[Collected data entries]

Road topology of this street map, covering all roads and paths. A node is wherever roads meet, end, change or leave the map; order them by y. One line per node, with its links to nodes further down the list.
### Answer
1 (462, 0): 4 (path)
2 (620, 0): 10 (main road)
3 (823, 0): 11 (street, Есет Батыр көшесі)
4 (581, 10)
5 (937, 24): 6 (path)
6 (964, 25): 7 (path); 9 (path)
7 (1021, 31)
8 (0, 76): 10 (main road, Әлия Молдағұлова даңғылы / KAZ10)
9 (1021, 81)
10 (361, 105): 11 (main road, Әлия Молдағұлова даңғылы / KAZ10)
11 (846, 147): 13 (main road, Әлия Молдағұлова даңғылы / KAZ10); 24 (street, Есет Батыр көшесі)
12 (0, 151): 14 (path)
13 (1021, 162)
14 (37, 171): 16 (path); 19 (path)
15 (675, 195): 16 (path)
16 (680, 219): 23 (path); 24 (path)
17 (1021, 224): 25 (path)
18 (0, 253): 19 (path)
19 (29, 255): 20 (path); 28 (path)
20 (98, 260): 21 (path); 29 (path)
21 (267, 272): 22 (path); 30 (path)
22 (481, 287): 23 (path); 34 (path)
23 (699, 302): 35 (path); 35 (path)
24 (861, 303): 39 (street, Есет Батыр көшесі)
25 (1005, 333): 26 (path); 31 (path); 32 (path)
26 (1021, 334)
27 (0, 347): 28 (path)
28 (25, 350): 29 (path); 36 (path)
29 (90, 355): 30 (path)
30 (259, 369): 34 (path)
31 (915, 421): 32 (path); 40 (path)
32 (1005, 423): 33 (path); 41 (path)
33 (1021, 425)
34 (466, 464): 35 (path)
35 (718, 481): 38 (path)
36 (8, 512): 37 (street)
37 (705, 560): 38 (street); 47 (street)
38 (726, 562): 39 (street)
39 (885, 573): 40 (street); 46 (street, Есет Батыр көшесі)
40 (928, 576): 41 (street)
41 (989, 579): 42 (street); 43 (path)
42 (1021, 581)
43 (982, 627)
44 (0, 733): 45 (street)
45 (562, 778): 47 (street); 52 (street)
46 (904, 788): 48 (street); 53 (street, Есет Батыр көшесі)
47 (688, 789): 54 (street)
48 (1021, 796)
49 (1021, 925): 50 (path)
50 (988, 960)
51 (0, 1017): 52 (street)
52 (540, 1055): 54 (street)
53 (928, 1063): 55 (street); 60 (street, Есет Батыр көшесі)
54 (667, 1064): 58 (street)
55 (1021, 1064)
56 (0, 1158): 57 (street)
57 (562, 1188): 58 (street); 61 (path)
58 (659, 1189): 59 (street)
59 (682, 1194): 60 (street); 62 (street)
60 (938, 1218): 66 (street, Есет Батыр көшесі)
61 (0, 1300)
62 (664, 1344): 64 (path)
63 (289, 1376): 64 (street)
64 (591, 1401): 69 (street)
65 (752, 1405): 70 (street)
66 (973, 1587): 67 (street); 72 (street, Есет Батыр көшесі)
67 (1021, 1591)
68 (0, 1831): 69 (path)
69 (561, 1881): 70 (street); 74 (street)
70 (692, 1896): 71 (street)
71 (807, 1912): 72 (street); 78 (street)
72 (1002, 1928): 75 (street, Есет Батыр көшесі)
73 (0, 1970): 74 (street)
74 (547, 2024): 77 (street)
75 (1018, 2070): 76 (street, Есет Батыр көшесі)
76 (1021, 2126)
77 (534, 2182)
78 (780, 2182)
...
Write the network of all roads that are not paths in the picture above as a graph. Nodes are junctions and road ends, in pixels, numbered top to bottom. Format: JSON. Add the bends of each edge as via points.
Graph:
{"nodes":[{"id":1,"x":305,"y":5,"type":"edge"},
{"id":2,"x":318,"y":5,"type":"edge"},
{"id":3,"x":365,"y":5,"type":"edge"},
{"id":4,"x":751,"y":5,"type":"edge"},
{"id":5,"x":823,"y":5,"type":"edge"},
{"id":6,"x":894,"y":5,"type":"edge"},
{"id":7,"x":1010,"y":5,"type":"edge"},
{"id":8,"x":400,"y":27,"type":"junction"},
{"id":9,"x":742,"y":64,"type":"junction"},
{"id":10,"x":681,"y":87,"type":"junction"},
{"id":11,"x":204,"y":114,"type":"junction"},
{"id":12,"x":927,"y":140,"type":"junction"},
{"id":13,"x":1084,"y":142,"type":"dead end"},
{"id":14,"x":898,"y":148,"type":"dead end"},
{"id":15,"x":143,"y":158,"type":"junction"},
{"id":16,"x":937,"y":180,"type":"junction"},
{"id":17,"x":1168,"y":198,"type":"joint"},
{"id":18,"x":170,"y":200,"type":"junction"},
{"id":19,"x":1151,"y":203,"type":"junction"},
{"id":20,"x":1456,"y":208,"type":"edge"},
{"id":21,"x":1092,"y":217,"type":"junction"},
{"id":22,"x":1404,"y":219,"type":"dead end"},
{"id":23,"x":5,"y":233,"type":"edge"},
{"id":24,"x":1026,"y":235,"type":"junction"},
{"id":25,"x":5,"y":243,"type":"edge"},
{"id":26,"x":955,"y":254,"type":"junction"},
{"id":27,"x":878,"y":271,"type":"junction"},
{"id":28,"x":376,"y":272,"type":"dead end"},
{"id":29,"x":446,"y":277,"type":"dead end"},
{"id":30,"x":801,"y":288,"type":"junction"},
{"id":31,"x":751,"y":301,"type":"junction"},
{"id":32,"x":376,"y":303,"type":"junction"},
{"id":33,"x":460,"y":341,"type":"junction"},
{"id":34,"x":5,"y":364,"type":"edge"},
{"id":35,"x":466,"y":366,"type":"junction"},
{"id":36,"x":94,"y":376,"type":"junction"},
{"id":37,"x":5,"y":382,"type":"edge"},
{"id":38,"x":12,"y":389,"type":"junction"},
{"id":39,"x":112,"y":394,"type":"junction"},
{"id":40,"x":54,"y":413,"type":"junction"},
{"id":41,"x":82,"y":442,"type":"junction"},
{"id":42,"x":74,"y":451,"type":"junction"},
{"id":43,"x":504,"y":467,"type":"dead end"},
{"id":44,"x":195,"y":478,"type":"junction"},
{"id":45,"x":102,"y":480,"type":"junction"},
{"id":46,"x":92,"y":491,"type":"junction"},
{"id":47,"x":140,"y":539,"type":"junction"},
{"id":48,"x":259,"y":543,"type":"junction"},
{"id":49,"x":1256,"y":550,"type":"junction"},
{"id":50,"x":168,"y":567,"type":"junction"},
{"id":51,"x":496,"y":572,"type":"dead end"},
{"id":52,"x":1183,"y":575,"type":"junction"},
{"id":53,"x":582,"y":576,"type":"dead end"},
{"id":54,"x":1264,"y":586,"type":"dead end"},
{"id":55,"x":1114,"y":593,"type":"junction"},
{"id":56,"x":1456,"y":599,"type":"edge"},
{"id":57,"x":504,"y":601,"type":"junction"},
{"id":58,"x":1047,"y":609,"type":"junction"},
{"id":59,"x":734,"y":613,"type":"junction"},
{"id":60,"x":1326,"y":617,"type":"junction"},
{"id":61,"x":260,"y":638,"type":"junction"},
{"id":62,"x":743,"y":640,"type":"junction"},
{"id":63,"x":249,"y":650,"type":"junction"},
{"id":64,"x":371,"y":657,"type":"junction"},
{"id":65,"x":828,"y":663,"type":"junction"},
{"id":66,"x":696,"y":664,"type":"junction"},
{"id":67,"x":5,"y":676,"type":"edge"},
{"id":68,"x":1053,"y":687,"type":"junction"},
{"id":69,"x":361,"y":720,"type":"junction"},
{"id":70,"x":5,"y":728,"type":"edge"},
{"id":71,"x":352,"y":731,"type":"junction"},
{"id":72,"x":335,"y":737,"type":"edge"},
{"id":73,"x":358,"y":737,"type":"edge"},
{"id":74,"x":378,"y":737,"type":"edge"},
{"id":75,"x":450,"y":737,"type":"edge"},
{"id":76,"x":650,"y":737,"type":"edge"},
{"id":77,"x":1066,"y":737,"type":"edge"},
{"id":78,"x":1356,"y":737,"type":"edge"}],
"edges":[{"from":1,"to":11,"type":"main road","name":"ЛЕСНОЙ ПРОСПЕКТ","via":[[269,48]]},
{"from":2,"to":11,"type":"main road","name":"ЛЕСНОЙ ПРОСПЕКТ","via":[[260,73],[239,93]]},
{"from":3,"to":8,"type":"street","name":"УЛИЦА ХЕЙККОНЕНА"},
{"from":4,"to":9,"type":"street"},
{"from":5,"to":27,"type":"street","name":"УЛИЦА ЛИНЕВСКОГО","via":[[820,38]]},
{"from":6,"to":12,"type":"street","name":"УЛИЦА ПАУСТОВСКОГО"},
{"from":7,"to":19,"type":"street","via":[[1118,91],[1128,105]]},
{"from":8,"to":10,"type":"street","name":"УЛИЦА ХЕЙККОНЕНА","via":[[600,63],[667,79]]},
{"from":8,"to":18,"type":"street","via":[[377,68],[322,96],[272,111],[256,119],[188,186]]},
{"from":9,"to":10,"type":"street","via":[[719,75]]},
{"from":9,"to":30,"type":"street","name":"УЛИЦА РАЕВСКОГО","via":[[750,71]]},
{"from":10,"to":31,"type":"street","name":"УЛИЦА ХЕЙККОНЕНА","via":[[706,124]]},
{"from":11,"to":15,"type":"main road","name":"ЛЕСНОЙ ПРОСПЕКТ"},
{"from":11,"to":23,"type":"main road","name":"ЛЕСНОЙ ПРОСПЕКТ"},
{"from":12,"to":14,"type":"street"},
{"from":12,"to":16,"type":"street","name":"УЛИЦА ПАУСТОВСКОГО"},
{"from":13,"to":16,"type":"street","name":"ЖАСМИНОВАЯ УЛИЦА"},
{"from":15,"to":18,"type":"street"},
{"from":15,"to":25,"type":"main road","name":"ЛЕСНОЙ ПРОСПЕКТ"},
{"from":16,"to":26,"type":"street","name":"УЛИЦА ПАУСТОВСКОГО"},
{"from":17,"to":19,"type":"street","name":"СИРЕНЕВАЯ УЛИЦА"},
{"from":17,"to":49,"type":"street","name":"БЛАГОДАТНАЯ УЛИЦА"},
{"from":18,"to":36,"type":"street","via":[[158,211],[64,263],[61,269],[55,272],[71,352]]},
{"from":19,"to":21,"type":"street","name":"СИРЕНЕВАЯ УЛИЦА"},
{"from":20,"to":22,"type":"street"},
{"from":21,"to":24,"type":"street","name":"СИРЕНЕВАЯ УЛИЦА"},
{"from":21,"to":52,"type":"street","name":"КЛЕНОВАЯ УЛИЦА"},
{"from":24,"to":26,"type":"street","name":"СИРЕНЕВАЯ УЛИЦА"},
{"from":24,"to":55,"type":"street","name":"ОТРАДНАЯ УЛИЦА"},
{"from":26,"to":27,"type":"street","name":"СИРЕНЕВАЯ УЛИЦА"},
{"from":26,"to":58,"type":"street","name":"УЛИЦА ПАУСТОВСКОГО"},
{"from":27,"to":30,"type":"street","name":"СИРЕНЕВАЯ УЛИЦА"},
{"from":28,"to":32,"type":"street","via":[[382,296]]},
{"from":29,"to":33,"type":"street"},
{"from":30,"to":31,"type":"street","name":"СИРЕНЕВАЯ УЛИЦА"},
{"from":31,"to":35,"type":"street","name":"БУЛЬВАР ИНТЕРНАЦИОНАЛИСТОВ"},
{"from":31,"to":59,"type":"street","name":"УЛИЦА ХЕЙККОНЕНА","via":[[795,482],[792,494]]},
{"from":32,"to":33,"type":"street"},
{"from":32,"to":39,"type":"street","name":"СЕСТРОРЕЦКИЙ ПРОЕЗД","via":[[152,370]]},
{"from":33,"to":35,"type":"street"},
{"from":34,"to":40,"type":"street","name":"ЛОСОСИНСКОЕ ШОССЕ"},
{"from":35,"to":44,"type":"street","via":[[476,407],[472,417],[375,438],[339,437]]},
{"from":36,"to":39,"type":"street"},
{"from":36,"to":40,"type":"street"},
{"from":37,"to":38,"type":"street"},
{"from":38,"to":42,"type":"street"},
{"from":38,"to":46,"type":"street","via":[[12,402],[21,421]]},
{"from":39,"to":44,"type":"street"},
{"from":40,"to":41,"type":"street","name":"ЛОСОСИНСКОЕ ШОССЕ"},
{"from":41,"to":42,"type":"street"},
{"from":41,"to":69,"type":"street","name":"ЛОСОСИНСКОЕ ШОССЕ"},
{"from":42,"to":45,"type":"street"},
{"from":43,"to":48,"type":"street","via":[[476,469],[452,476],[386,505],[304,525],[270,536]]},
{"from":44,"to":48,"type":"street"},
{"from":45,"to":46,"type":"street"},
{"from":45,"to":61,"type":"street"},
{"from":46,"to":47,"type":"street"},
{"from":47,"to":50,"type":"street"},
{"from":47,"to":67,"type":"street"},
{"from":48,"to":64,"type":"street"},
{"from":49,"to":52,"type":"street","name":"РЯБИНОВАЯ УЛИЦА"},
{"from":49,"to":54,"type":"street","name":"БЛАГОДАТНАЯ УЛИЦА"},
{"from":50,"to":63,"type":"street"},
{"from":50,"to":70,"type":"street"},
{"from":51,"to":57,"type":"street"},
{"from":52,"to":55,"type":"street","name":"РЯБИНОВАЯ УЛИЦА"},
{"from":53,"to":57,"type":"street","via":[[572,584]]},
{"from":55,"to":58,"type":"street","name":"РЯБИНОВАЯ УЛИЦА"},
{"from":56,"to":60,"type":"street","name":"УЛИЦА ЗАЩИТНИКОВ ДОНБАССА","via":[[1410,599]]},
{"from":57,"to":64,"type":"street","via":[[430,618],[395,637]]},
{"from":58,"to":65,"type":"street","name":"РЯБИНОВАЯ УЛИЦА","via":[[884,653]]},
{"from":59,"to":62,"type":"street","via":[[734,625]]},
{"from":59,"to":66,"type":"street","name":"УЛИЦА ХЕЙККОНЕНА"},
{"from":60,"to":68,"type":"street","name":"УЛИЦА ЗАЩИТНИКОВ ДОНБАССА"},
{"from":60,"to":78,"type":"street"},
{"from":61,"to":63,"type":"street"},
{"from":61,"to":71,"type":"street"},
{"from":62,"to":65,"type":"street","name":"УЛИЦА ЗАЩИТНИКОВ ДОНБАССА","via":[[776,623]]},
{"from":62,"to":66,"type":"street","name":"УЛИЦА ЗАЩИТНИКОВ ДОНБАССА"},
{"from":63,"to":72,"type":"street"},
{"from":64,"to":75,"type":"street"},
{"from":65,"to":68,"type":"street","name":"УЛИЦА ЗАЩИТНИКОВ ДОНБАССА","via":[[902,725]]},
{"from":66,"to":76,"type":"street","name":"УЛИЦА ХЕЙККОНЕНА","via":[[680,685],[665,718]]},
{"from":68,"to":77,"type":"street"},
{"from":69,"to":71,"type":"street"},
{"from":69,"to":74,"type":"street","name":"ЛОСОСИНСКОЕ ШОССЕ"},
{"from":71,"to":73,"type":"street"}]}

§ Activity: Count the lines of the data that hold the word "ЛОСОСИНСКОЕ". Report the count and nothing more.

§ Task output: 4